(Records to process)
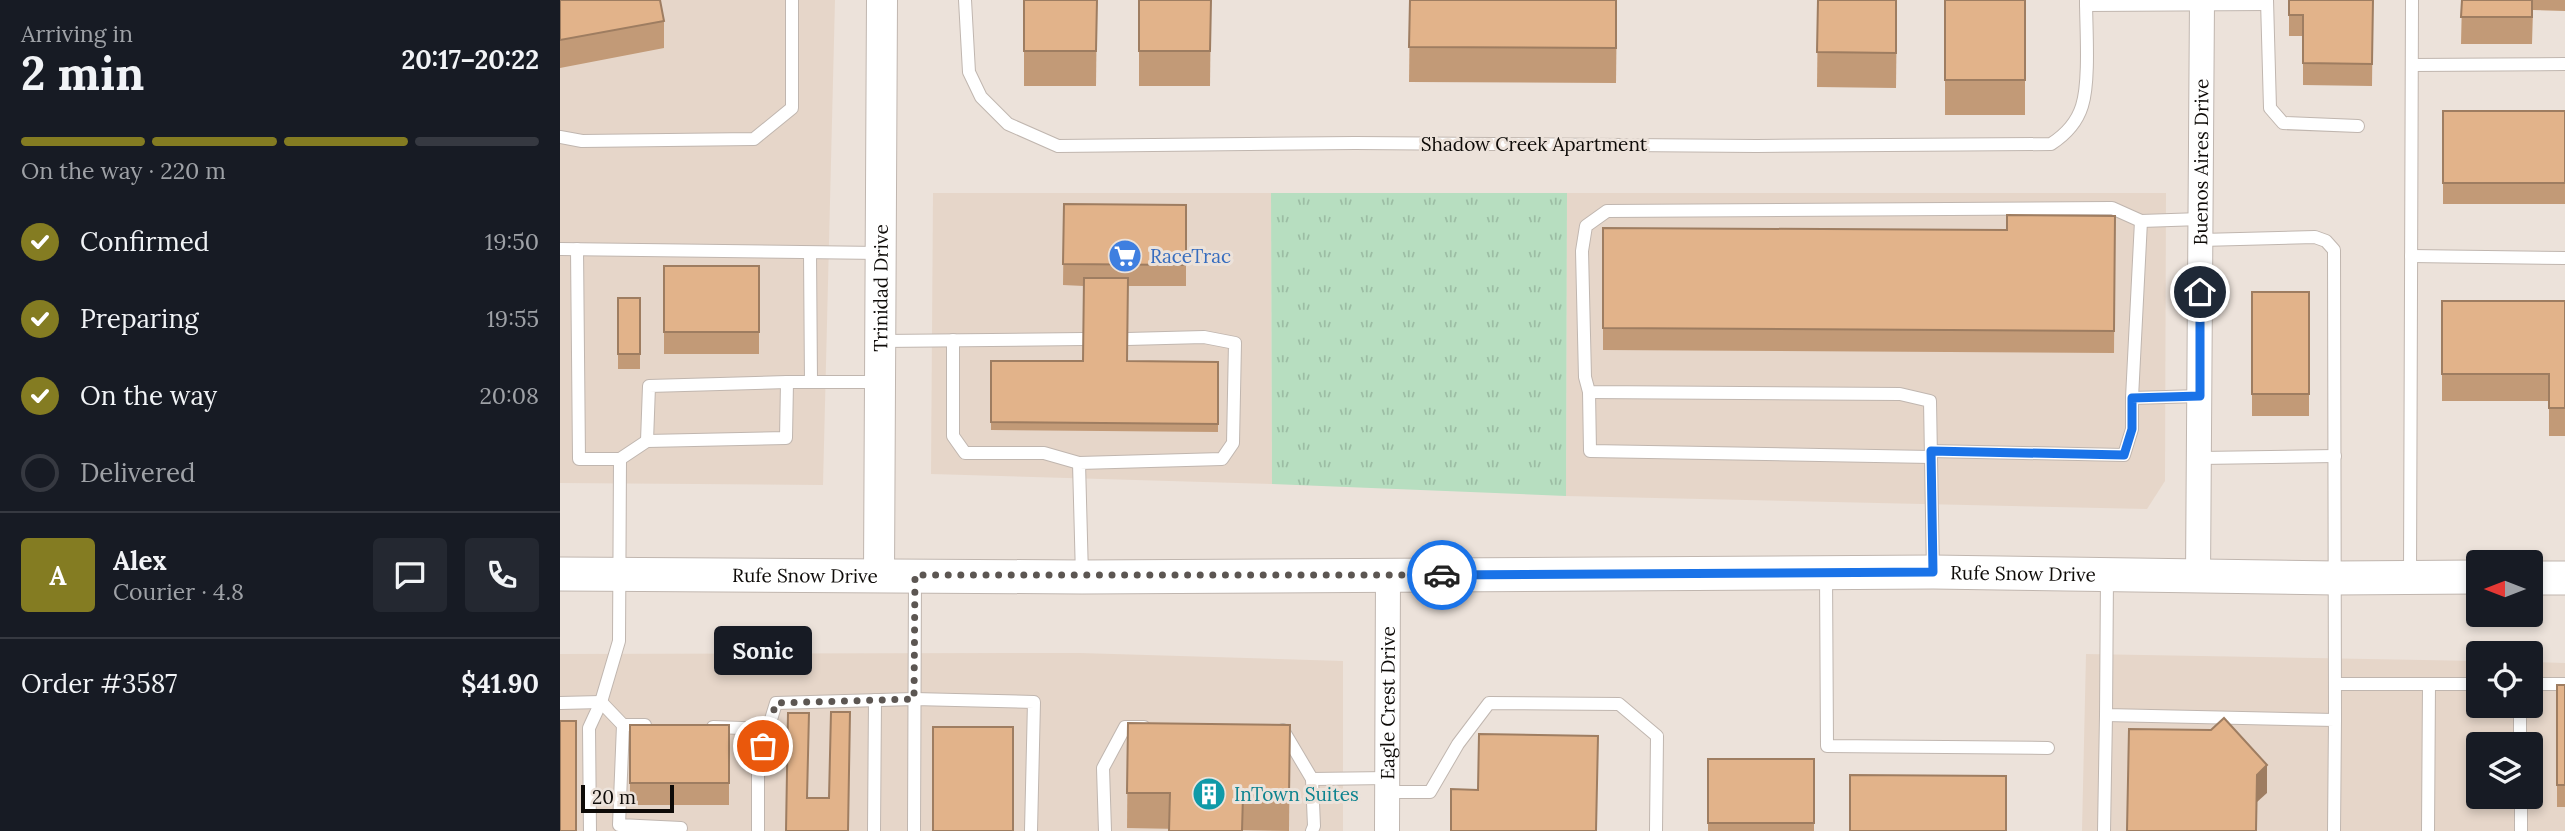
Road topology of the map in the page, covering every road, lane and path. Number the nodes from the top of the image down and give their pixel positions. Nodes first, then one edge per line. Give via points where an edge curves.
1 (792, 0) edge
2 (882, 0) edge
3 (965, 0) edge
4 (2412, 0) edge
5 (2086, 2) edge
6 (2202, 2) edge
7 (2267, 2) edge
8 (2412, 65) junction
9 (2565, 65) edge
10 (2358, 126) dead end
11 (560, 137) edge
12 (2141, 221) junction
13 (2201, 229) junction
14 (560, 249) edge
15 (577, 249) junction
16 (810, 253) junction
17 (880, 253) junction
18 (2411, 257) junction
19 (2565, 258) edge
20 (1084, 339) edge
21 (1127, 339) edge
22 (953, 340) junction
23 (880, 341) junction
24 (787, 382) junction
25 (811, 382) junction
26 (880, 382) junction
27 (1589, 392) junction
28 (2200, 396) junction
29 (2132, 398) junction
30 (647, 441) junction
31 (1931, 454) junction
32 (2335, 456) junction
33 (2200, 458) junction
34 (620, 459) junction
35 (1079, 463) junction
36 (1933, 572) junction
37 (1826, 573) junction
38 (2106, 574) junction
39 (560, 575) edge
40 (621, 575) junction
41 (879, 575) junction
42 (915, 575) junction
43 (1388, 576) junction
44 (1082, 577) junction
45 (2198, 577) junction
46 (2466, 577) edge
47 (2335, 578) junction
48 (2410, 578) junction
49 (2543, 578) edge
50 (2565, 578) edge
51 (2335, 684) junction
52 (2429, 684) junction
53 (2466, 684) edge
54 (2543, 684) edge
55 (2565, 684) edge
56 (914, 699) junction
57 (875, 700) junction
58 (601, 702) junction
59 (560, 703) edge
60 (2106, 715) junction
61 (2335, 720) junction
62 (623, 725) junction
63 (662, 726) edge
64 (702, 727) edge
65 (1151, 727) edge
66 (1269, 727) edge
67 (768, 729) junction
68 (2048, 748) dead end
69 (1312, 779) junction
70 (1388, 785) junction
71 (2521, 809) edge
72 (681, 828) dead end
73 (590, 831) edge
74 (758, 831) edge
75 (874, 831) edge
76 (914, 831) edge
77 (1031, 831) edge
78 (1105, 831) edge
79 (1312, 831) edge
80 (1387, 831) edge
81 (1656, 831) edge
82 (2104, 831) edge
83 (2334, 831) edge
84 (2428, 831) edge
85 (2521, 831) edge

1 - 11 lane via 792,108 754,139 582,141
2 - 17 street, Trinidad Drive
3 - 5 lane, Shadow Creek Apartment via 969,72 981,97 1008,124 1058,146 2051,144 2067,134 2082,106
4 - 8 lane
5 - 6 lane, Shadow Creek Apartment
6 - 7 lane, Shadow Creek Apartment
6 - 13 street, Buenos Aires Drive
7 - 10 lane via 2270,108 2283,123
8 - 9 lane
8 - 18 lane
12 - 13 lane
12 - 27 lane via 2112,208 1607,211 1586,226 1582,251
12 - 29 lane
13 - 28 street, Buenos Aires Drive
13 - 32 lane via 2315,237 2334,250
14 - 15 lane
15 - 16 lane
15 - 34 lane via 579,459
16 - 17 lane
16 - 25 lane
17 - 23 street, Trinidad Drive
18 - 19 lane
18 - 48 lane
20 - 22 lane
21 - 35 lane via 1204,337 1235,343 1233,443 1222,459
22 - 23 lane
22 - 35 lane via 953,436 965,453 1044,453
23 - 26 street, Trinidad Drive
24 - 25 lane
24 - 30 lane via 649,386
24 - 30 lane via 786,438
25 - 26 lane
26 - 41 street, Trinidad Drive
27 - 31 lane via 1900,394 1930,401
27 - 31 lane via 1590,451
28 - 29 lane
28 - 33 street, Buenos Aires Drive
29 - 31 lane via 2132,429 2124,455
30 - 34 lane
31 - 36 lane
32 - 33 lane
32 - 47 lane
33 - 45 street, Buenos Aires Drive
34 - 40 lane
35 - 44 lane
36 - 37 main road, Rufe Snow Drive
36 - 38 main road, Rufe Snow Drive
37 - 43 main road, Rufe Snow Drive
37 - 68 lane via 1827,746
38 - 45 main road, Rufe Snow Drive
38 - 60 lane
39 - 40 main road, Rufe Snow Drive
40 - 41 main road, Rufe Snow Drive
40 - 58 lane via 620,641
41 - 42 main road, Rufe Snow Drive
42 - 44 main road, Rufe Snow Drive
42 - 56 lane
43 - 44 main road, Rufe Snow Drive
43 - 70 street, Eagle Crest Drive
45 - 47 main road, Rufe Snow Drive
46 - 48 main road, Rufe Snow Drive
47 - 48 main road, Rufe Snow Drive
47 - 51 lane
49 - 50 main road
51 - 52 lane
51 - 61 lane
52 - 53 lane
52 - 84 lane
54 - 55 lane
56 - 57 lane
56 - 76 lane
56 - 77 lane via 1034,702
57 - 67 lane via 776,703
57 - 75 lane
58 - 59 lane
58 - 62 lane
58 - 73 lane via 589,728
60 - 61 lane
60 - 82 lane
61 - 83 lane
62 - 63 lane
62 - 72 lane via 619,825
64 - 67 lane
65 - 78 lane via 1125,727 1103,768
66 - 69 lane via 1282,727
67 - 74 lane via 758,762
69 - 70 lane
69 - 79 lane
70 - 80 street, Eagle Crest Drive
70 - 81 lane via 1430,792 1489,703 1619,704 1657,736
71 - 85 lane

(Exercise description)
Omit the pictures and copy the records above exactly.

(Written solution)
Road topology of the map in the page, covering every road, lane and path. Number the nodes from the top of the image down and give their pixel positions. Nodes first, then one edge per line. Give via points where an edge curves.
1 (792, 0) edge
2 (882, 0) edge
3 (965, 0) edge
4 (2412, 0) edge
5 (2086, 2) edge
6 (2202, 2) edge
7 (2267, 2) edge
8 (2412, 65) junction
9 (2565, 65) edge
10 (2358, 126) dead end
11 (560, 137) edge
12 (2141, 221) junction
13 (2201, 229) junction
14 (560, 249) edge
15 (577, 249) junction
16 (810, 253) junction
17 (880, 253) junction
18 (2411, 257) junction
19 (2565, 258) edge
20 (1084, 339) edge
21 (1127, 339) edge
22 (953, 340) junction
23 (880, 341) junction
24 (787, 382) junction
25 (811, 382) junction
26 (880, 382) junction
27 (1589, 392) junction
28 (2200, 396) junction
29 (2132, 398) junction
30 (647, 441) junction
31 (1931, 454) junction
32 (2335, 456) junction
33 (2200, 458) junction
34 (620, 459) junction
35 (1079, 463) junction
36 (1933, 572) junction
37 (1826, 573) junction
38 (2106, 574) junction
39 (560, 575) edge
40 (621, 575) junction
41 (879, 575) junction
42 (915, 575) junction
43 (1388, 576) junction
44 (1082, 577) junction
45 (2198, 577) junction
46 (2466, 577) edge
47 (2335, 578) junction
48 (2410, 578) junction
49 (2543, 578) edge
50 (2565, 578) edge
51 (2335, 684) junction
52 (2429, 684) junction
53 (2466, 684) edge
54 (2543, 684) edge
55 (2565, 684) edge
56 (914, 699) junction
57 (875, 700) junction
58 (601, 702) junction
59 (560, 703) edge
60 (2106, 715) junction
61 (2335, 720) junction
62 (623, 725) junction
63 (662, 726) edge
64 (702, 727) edge
65 (1151, 727) edge
66 (1269, 727) edge
67 (768, 729) junction
68 (2048, 748) dead end
69 (1312, 779) junction
70 (1388, 785) junction
71 (2521, 809) edge
72 (681, 828) dead end
73 (590, 831) edge
74 (758, 831) edge
75 (874, 831) edge
76 (914, 831) edge
77 (1031, 831) edge
78 (1105, 831) edge
79 (1312, 831) edge
80 (1387, 831) edge
81 (1656, 831) edge
82 (2104, 831) edge
83 (2334, 831) edge
84 (2428, 831) edge
85 (2521, 831) edge

1 - 11 lane via 792,108 754,139 582,141
2 - 17 street, Trinidad Drive
3 - 5 lane, Shadow Creek Apartment via 969,72 981,97 1008,124 1058,146 2051,144 2067,134 2082,106
4 - 8 lane
5 - 6 lane, Shadow Creek Apartment
6 - 7 lane, Shadow Creek Apartment
6 - 13 street, Buenos Aires Drive
7 - 10 lane via 2270,108 2283,123
8 - 9 lane
8 - 18 lane
12 - 13 lane
12 - 27 lane via 2112,208 1607,211 1586,226 1582,251
12 - 29 lane
13 - 28 street, Buenos Aires Drive
13 - 32 lane via 2315,237 2334,250
14 - 15 lane
15 - 16 lane
15 - 34 lane via 579,459
16 - 17 lane
16 - 25 lane
17 - 23 street, Trinidad Drive
18 - 19 lane
18 - 48 lane
20 - 22 lane
21 - 35 lane via 1204,337 1235,343 1233,443 1222,459
22 - 23 lane
22 - 35 lane via 953,436 965,453 1044,453
23 - 26 street, Trinidad Drive
24 - 25 lane
24 - 30 lane via 649,386
24 - 30 lane via 786,438
25 - 26 lane
26 - 41 street, Trinidad Drive
27 - 31 lane via 1900,394 1930,401
27 - 31 lane via 1590,451
28 - 29 lane
28 - 33 street, Buenos Aires Drive
29 - 31 lane via 2132,429 2124,455
30 - 34 lane
31 - 36 lane
32 - 33 lane
32 - 47 lane
33 - 45 street, Buenos Aires Drive
34 - 40 lane
35 - 44 lane
36 - 37 main road, Rufe Snow Drive
36 - 38 main road, Rufe Snow Drive
37 - 43 main road, Rufe Snow Drive
37 - 68 lane via 1827,746
38 - 45 main road, Rufe Snow Drive
38 - 60 lane
39 - 40 main road, Rufe Snow Drive
40 - 41 main road, Rufe Snow Drive
40 - 58 lane via 620,641
41 - 42 main road, Rufe Snow Drive
42 - 44 main road, Rufe Snow Drive
42 - 56 lane
43 - 44 main road, Rufe Snow Drive
43 - 70 street, Eagle Crest Drive
45 - 47 main road, Rufe Snow Drive
46 - 48 main road, Rufe Snow Drive
47 - 48 main road, Rufe Snow Drive
47 - 51 lane
49 - 50 main road
51 - 52 lane
51 - 61 lane
52 - 53 lane
52 - 84 lane
54 - 55 lane
56 - 57 lane
56 - 76 lane
56 - 77 lane via 1034,702
57 - 67 lane via 776,703
57 - 75 lane
58 - 59 lane
58 - 62 lane
58 - 73 lane via 589,728
60 - 61 lane
60 - 82 lane
61 - 83 lane
62 - 63 lane
62 - 72 lane via 619,825
64 - 67 lane
65 - 78 lane via 1125,727 1103,768
66 - 69 lane via 1282,727
67 - 74 lane via 758,762
69 - 70 lane
69 - 79 lane
70 - 80 street, Eagle Crest Drive
70 - 81 lane via 1430,792 1489,703 1619,704 1657,736
71 - 85 lane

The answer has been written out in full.